OpenGL

Rendering Volume Filling Triangles in OpenGL (with no buffers)

Posted on Updated on

This is the promised follow-up to Rendering a Screen Covering Triangle in OpenGL (with no buffers), except this time the goal is to write a shader that accesses every location in a 3d texture (volume).  We use the same screen covering trick as before to draw a triangle to cover a viewport match to the X and Y dimensions of the volume, and we use instanced rendering to draw repeated triangles for each layer in the Z-dimension.

The vertex shader looks the same as before with the addition of the instanceID.

flat out int instanceID;

void main()
{
	float x = -1.0 + float((gl_VertexID & 1) << 2);
	float y = -1.0 + float((gl_VertexID & 2) << 1);
	instanceID  = gl_InstanceID;
	gl_Position = vec4(x, y, 0, 1);
}

The fragment shader can then recover the voxel coordinates from gl_FragCoord and the instanceID.

flat in int instanceID;

void main()
{
	ivec3 voxelCoord = ivec3(gl_FragCoord.xy, instanceID);
	voxelOperation(voxelCoord);
}

Very similar to drawing the single screen covering triangle, we set our viewport to the XY-dimensions of the volume, bind a junk VAO to make certain graphics drivers happy, and call glDrawArraysInstanced with the Z-dimension of the volume, so that we draw a triangle per-slice of the volume.

glViewport(0, 0, width, height);
glBindVertexArray(junkVAO);
glDrawArraysInstanced(GL_TRIANGLE_STRIP, 0, 3, depth);

Which would look sort of like the following:

VolumeFillingTriangles

This can be useful for quickly processing a volume. Initially, I used this as an OpenGL 4.2 fallback (instead of compute shaders) so that I could still use the NSight debugger, until I realized this approach was actually outperforming the compute shader. Of course, when to use compute shaders, and how to use them effectively deserves a post of its own.

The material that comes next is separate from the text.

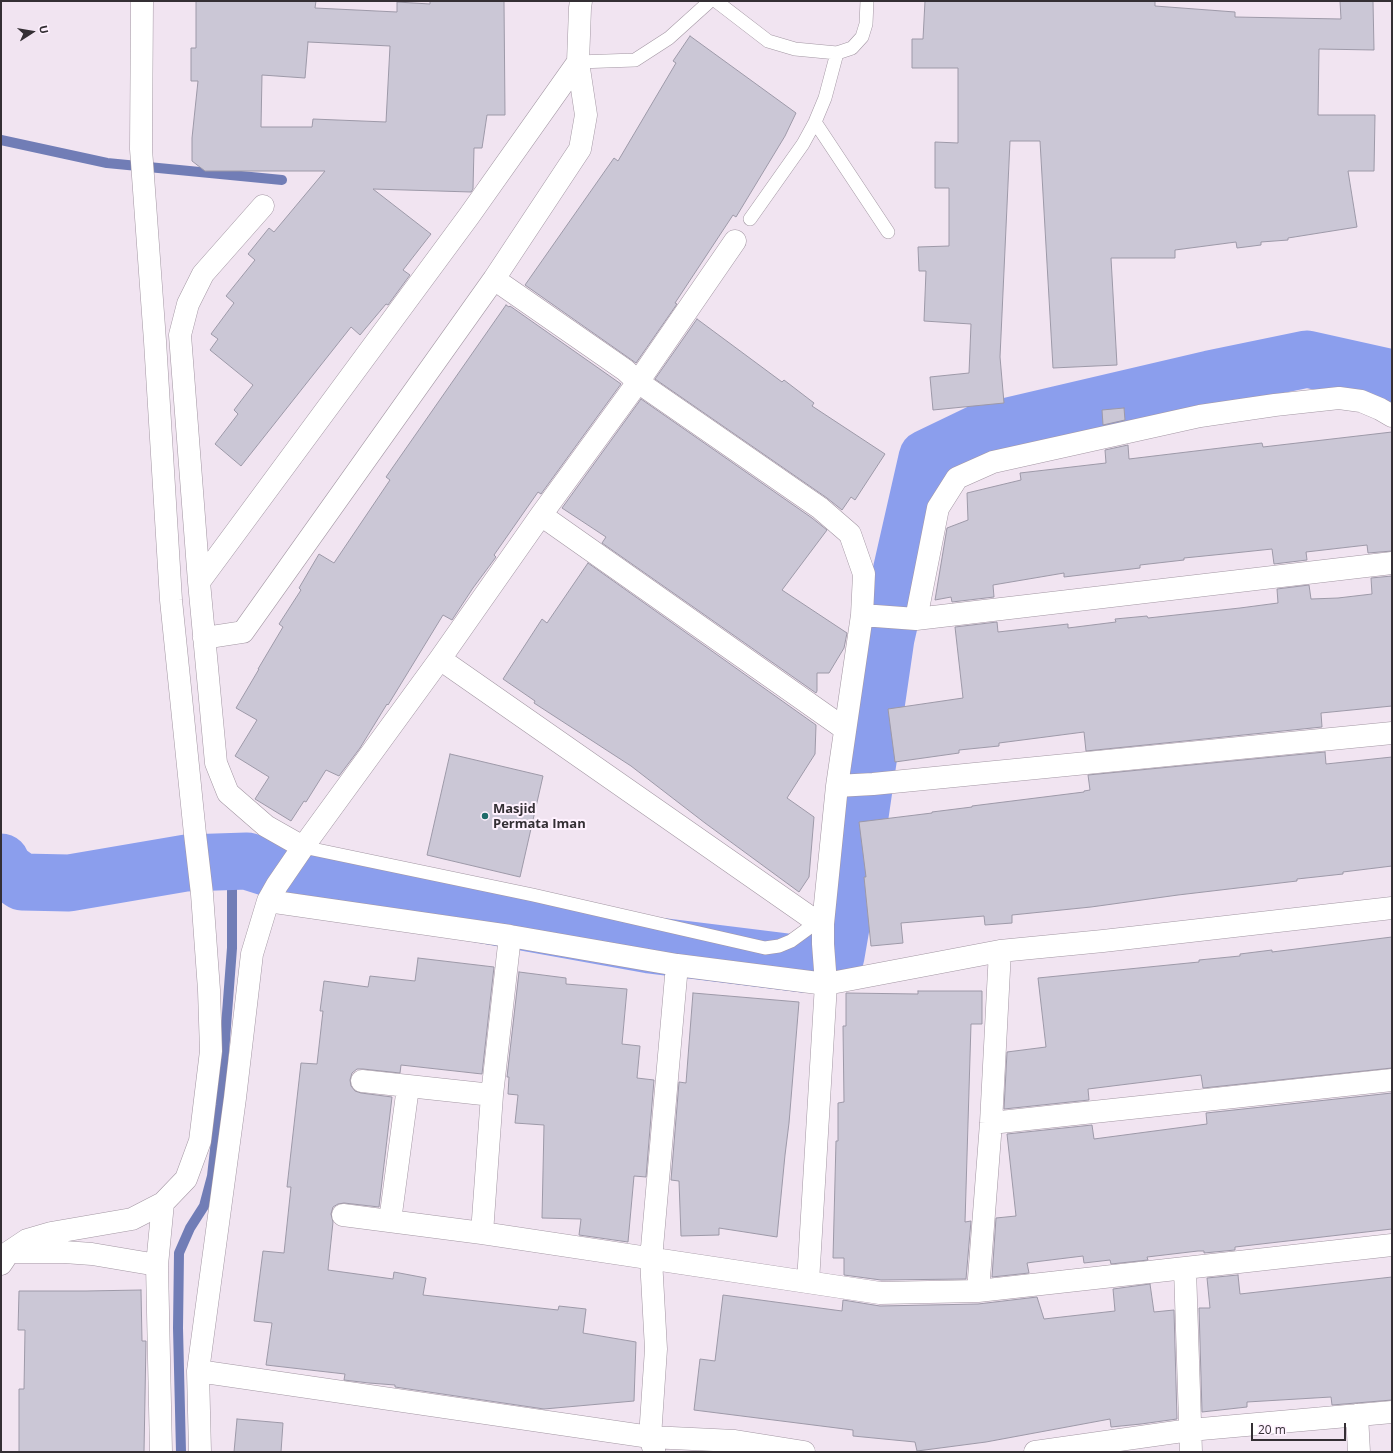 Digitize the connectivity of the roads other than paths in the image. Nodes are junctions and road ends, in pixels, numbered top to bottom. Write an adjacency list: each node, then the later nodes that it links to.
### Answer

Rendering a Screen Covering Triangle in OpenGL (with no buffers)

Posted on Updated on

This one has been on the backlog for ages now.  Anyway, this is an OpenGL adaptation of a clever trick that’s been around for quite awhile and described in DirectX terms by Cort Stratton (@postgoodism) in the “An interesting vertex shader trick” on #AltDevBlogADay.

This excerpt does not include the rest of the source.